**PROBLEM STATEMENT**: Write the entries out in full, matching them exactly.

[SUPPLIED DATA — start]

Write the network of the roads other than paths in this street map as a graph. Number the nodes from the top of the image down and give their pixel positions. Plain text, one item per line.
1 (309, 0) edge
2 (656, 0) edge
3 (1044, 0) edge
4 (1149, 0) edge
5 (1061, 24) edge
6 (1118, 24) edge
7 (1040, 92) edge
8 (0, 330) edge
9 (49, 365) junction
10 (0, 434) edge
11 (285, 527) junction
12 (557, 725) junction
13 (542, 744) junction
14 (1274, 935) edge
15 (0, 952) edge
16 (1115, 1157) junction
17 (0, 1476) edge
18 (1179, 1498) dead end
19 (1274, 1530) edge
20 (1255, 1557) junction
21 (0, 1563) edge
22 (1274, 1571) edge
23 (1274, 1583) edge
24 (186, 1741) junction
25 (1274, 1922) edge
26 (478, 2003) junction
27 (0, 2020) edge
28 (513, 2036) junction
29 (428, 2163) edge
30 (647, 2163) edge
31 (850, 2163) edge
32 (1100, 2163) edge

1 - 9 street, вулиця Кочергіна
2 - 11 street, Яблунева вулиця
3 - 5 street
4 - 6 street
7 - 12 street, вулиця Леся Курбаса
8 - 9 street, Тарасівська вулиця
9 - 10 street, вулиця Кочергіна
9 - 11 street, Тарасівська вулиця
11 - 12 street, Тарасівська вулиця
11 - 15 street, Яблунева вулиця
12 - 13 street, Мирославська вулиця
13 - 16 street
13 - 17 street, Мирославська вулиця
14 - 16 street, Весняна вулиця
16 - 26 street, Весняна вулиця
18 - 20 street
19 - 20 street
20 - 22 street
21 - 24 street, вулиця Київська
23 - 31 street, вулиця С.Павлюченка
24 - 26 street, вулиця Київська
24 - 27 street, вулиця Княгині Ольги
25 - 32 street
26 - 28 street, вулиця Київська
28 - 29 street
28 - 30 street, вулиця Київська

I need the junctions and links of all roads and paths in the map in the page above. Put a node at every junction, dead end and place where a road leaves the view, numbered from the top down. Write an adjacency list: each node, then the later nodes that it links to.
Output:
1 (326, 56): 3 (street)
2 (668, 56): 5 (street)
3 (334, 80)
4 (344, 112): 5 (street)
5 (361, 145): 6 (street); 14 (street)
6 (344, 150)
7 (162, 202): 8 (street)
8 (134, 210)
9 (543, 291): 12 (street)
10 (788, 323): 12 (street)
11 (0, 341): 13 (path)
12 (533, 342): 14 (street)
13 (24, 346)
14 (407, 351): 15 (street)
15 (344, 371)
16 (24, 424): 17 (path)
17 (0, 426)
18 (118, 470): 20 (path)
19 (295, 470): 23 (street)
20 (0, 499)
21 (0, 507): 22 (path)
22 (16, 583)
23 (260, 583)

[SUPPLIED DATA — finish]

**ANSWER TO THIS EXERCISE**:
Write the network of the roads other than paths in this street map as a graph. Number the nodes from the top of the image down and give their pixel positions. Plain text, one item per line.
1 (309, 0) edge
2 (656, 0) edge
3 (1044, 0) edge
4 (1149, 0) edge
5 (1061, 24) edge
6 (1118, 24) edge
7 (1040, 92) edge
8 (0, 330) edge
9 (49, 365) junction
10 (0, 434) edge
11 (285, 527) junction
12 (557, 725) junction
13 (542, 744) junction
14 (1274, 935) edge
15 (0, 952) edge
16 (1115, 1157) junction
17 (0, 1476) edge
18 (1179, 1498) dead end
19 (1274, 1530) edge
20 (1255, 1557) junction
21 (0, 1563) edge
22 (1274, 1571) edge
23 (1274, 1583) edge
24 (186, 1741) junction
25 (1274, 1922) edge
26 (478, 2003) junction
27 (0, 2020) edge
28 (513, 2036) junction
29 (428, 2163) edge
30 (647, 2163) edge
31 (850, 2163) edge
32 (1100, 2163) edge

1 - 9 street, вулиця Кочергіна
2 - 11 street, Яблунева вулиця
3 - 5 street
4 - 6 street
7 - 12 street, вулиця Леся Курбаса
8 - 9 street, Тарасівська вулиця
9 - 10 street, вулиця Кочергіна
9 - 11 street, Тарасівська вулиця
11 - 12 street, Тарасівська вулиця
11 - 15 street, Яблунева вулиця
12 - 13 street, Мирославська вулиця
13 - 16 street
13 - 17 street, Мирославська вулиця
14 - 16 street, Весняна вулиця
16 - 26 street, Весняна вулиця
18 - 20 street
19 - 20 street
20 - 22 street
21 - 24 street, вулиця Київська
23 - 31 street, вулиця С.Павлюченка
24 - 26 street, вулиця Київська
24 - 27 street, вулиця Княгині Ольги
25 - 32 street
26 - 28 street, вулиця Київська
28 - 29 street
28 - 30 street, вулиця Київська

I need the junctions and links of all roads and paths in the map in the page above. Put a node at every junction, dead end and place where a road leaves the view, numbered from the top down. Write an adjacency list: each node, then the later nodes that it links to.
Output:
1 (326, 56): 3 (street)
2 (668, 56): 5 (street)
3 (334, 80)
4 (344, 112): 5 (street)
5 (361, 145): 6 (street); 14 (street)
6 (344, 150)
7 (162, 202): 8 (street)
8 (134, 210)
9 (543, 291): 12 (street)
10 (788, 323): 12 (street)
11 (0, 341): 13 (path)
12 (533, 342): 14 (street)
13 (24, 346)
14 (407, 351): 15 (street)
15 (344, 371)
16 (24, 424): 17 (path)
17 (0, 426)
18 (118, 470): 20 (path)
19 (295, 470): 23 (street)
20 (0, 499)
21 (0, 507): 22 (path)
22 (16, 583)
23 (260, 583)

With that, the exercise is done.